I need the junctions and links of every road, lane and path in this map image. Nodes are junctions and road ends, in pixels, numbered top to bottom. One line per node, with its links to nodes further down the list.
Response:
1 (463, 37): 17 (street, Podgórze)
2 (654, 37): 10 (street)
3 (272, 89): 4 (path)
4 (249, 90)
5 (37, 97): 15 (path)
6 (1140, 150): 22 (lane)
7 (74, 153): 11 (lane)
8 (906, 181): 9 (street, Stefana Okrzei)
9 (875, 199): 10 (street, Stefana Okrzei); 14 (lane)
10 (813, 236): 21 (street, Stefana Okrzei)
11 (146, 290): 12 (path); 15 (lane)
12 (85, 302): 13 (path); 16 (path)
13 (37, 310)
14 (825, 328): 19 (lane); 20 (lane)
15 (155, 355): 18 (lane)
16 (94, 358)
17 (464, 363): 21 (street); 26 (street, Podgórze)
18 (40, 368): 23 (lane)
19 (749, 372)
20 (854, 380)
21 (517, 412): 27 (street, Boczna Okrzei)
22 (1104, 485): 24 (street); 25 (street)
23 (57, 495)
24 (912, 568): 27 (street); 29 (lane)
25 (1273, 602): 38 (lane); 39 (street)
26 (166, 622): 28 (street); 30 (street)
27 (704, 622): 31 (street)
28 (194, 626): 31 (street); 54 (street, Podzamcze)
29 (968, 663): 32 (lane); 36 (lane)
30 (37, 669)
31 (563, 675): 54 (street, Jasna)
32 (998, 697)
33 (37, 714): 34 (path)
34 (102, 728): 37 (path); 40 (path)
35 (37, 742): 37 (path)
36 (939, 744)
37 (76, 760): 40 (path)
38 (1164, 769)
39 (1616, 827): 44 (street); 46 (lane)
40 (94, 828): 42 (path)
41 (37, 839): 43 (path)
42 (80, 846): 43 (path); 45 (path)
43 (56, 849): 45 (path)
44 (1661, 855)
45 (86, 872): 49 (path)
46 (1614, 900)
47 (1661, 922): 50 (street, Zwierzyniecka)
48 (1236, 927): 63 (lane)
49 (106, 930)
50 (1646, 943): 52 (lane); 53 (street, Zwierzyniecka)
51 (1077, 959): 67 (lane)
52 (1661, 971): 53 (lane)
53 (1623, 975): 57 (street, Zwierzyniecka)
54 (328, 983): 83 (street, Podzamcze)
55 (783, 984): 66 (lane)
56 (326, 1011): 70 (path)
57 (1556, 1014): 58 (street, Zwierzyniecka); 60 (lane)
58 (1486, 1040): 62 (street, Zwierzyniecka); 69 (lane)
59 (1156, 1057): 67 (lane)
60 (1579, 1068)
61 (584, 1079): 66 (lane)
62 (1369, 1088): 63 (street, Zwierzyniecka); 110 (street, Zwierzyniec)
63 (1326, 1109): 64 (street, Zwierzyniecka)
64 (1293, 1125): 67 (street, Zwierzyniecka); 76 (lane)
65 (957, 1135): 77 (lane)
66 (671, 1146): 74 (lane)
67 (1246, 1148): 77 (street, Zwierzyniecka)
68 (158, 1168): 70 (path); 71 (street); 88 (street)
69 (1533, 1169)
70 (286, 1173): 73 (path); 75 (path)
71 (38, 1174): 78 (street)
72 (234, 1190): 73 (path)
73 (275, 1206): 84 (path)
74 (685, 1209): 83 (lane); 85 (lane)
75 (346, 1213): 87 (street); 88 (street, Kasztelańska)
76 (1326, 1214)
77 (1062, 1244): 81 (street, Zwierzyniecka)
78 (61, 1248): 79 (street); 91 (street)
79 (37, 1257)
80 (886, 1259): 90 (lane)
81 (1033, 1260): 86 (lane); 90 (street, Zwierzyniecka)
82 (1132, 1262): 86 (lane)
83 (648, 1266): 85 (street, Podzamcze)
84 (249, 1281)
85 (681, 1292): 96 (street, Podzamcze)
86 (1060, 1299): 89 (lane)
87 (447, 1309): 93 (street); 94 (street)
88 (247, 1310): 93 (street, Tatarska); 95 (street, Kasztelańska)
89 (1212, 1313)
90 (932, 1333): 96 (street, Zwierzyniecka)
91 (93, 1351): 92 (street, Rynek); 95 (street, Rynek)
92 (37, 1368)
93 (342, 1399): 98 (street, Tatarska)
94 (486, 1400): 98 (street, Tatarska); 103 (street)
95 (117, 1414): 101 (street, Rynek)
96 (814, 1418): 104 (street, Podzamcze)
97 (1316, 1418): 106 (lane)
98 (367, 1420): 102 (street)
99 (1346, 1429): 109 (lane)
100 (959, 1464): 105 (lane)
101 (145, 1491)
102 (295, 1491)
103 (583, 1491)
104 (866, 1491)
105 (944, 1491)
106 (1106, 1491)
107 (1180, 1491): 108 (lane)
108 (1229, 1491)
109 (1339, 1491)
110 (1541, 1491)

--

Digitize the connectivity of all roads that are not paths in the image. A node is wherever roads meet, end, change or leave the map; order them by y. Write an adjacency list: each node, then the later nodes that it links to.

---

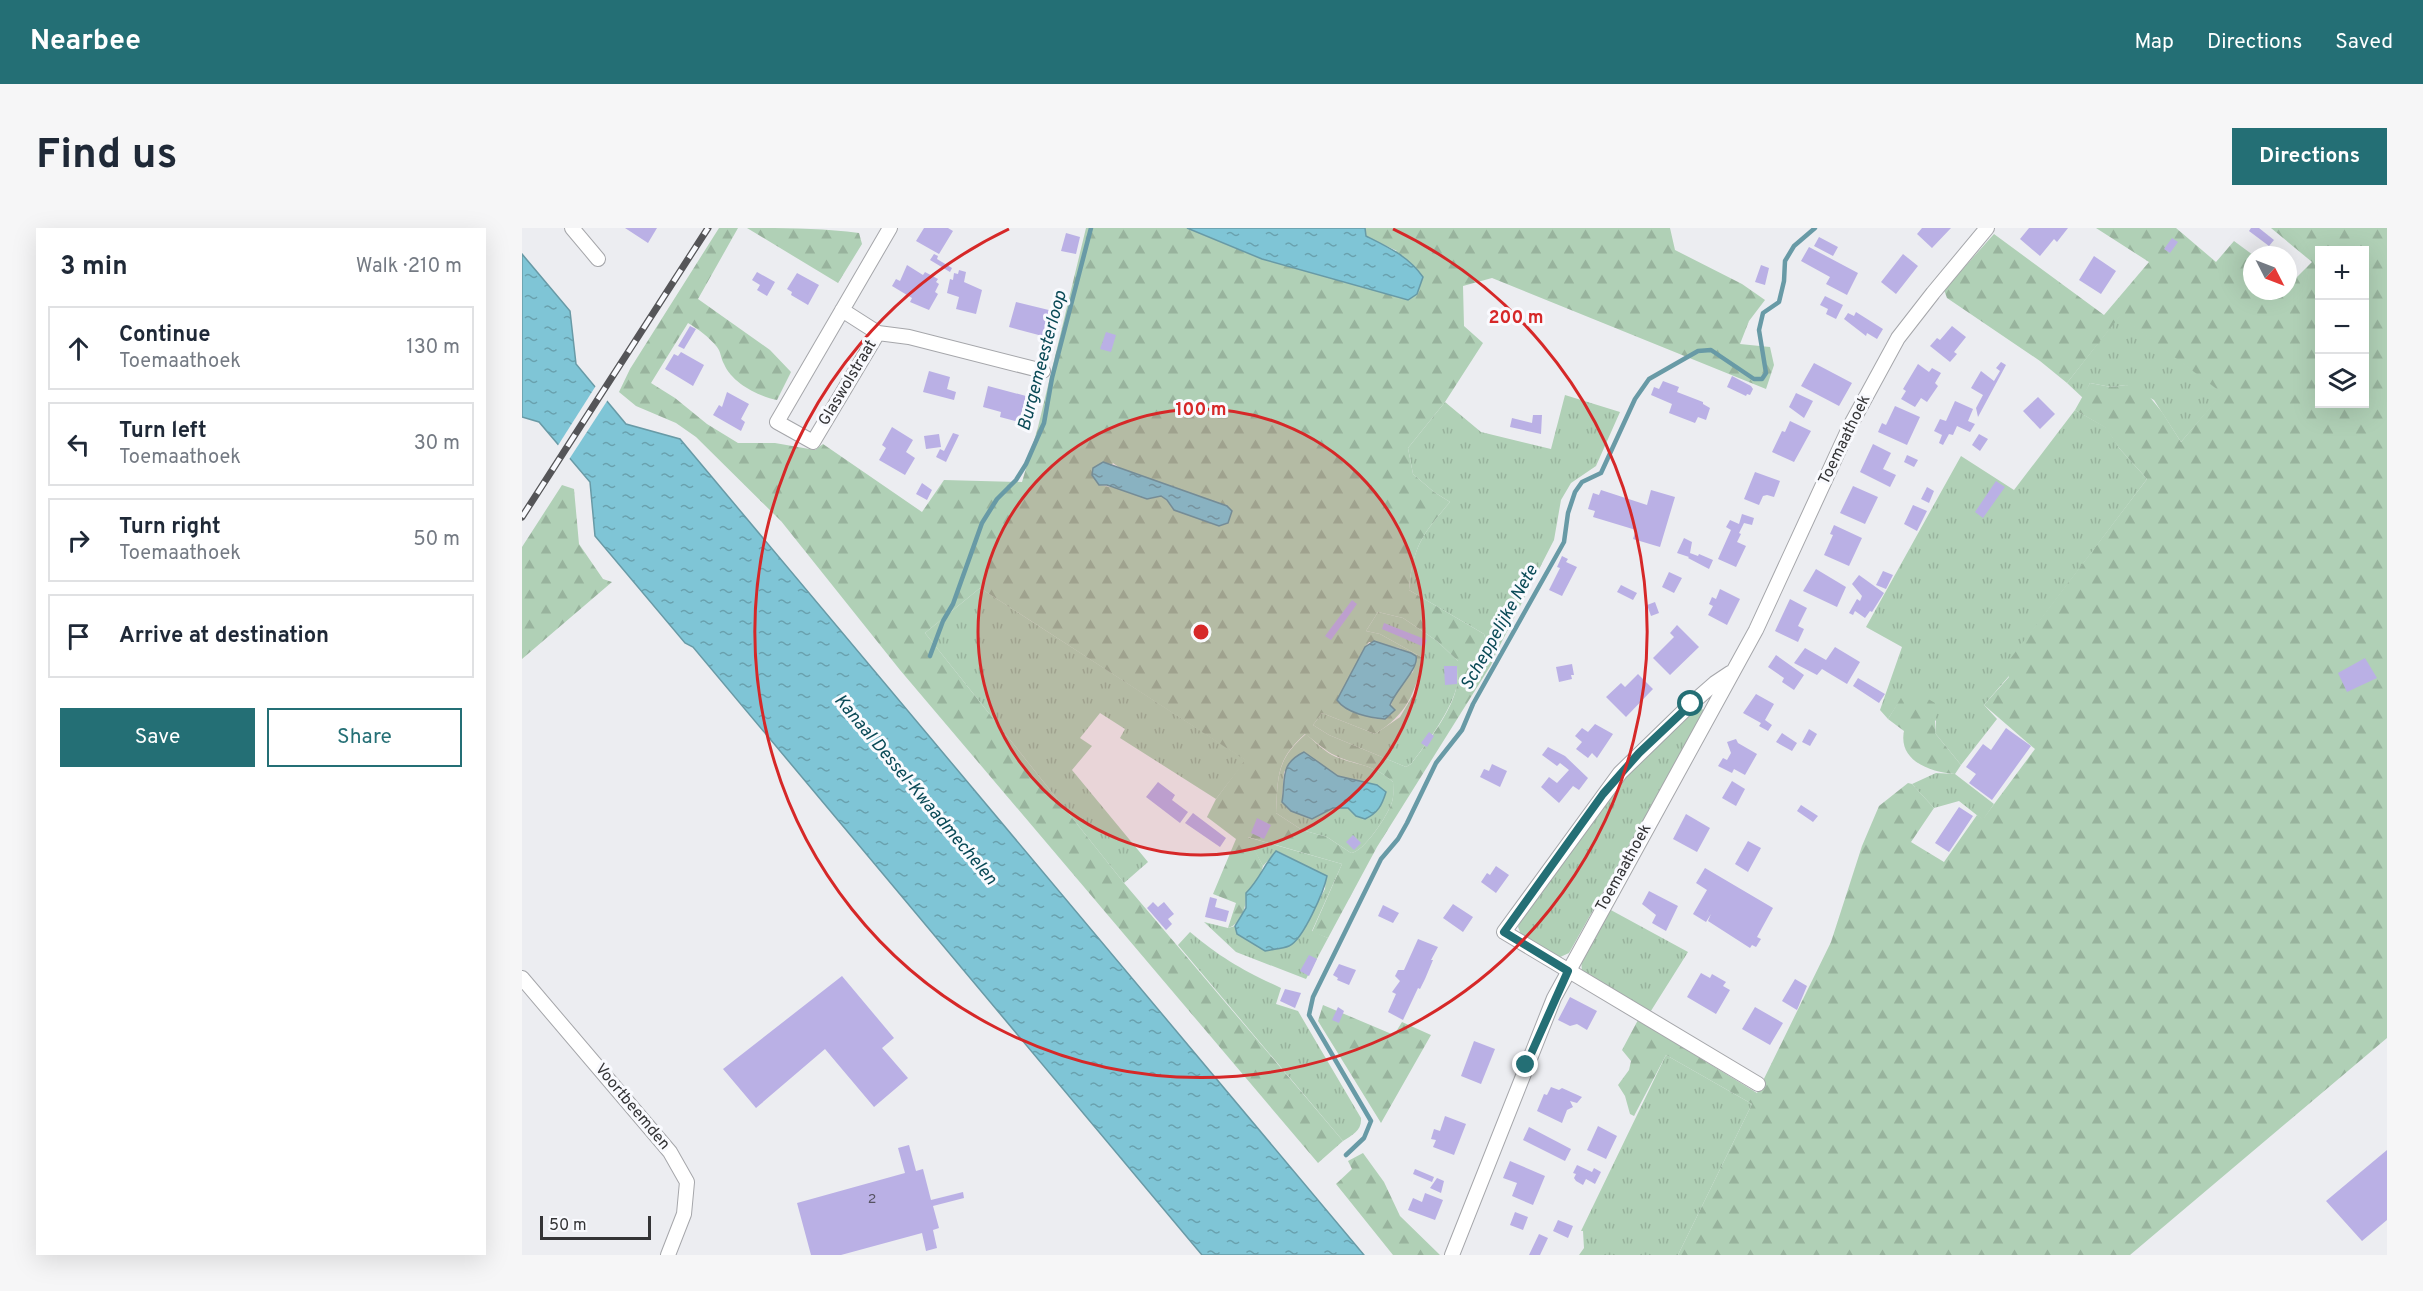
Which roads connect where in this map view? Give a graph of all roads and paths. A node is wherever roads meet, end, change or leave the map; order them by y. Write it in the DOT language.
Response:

-- PROBLEM STATEMENT --
Check every line of the listing for the string "links" and report how many lines have it, as a number alone.

-- WRITTEN RESPONSE --
2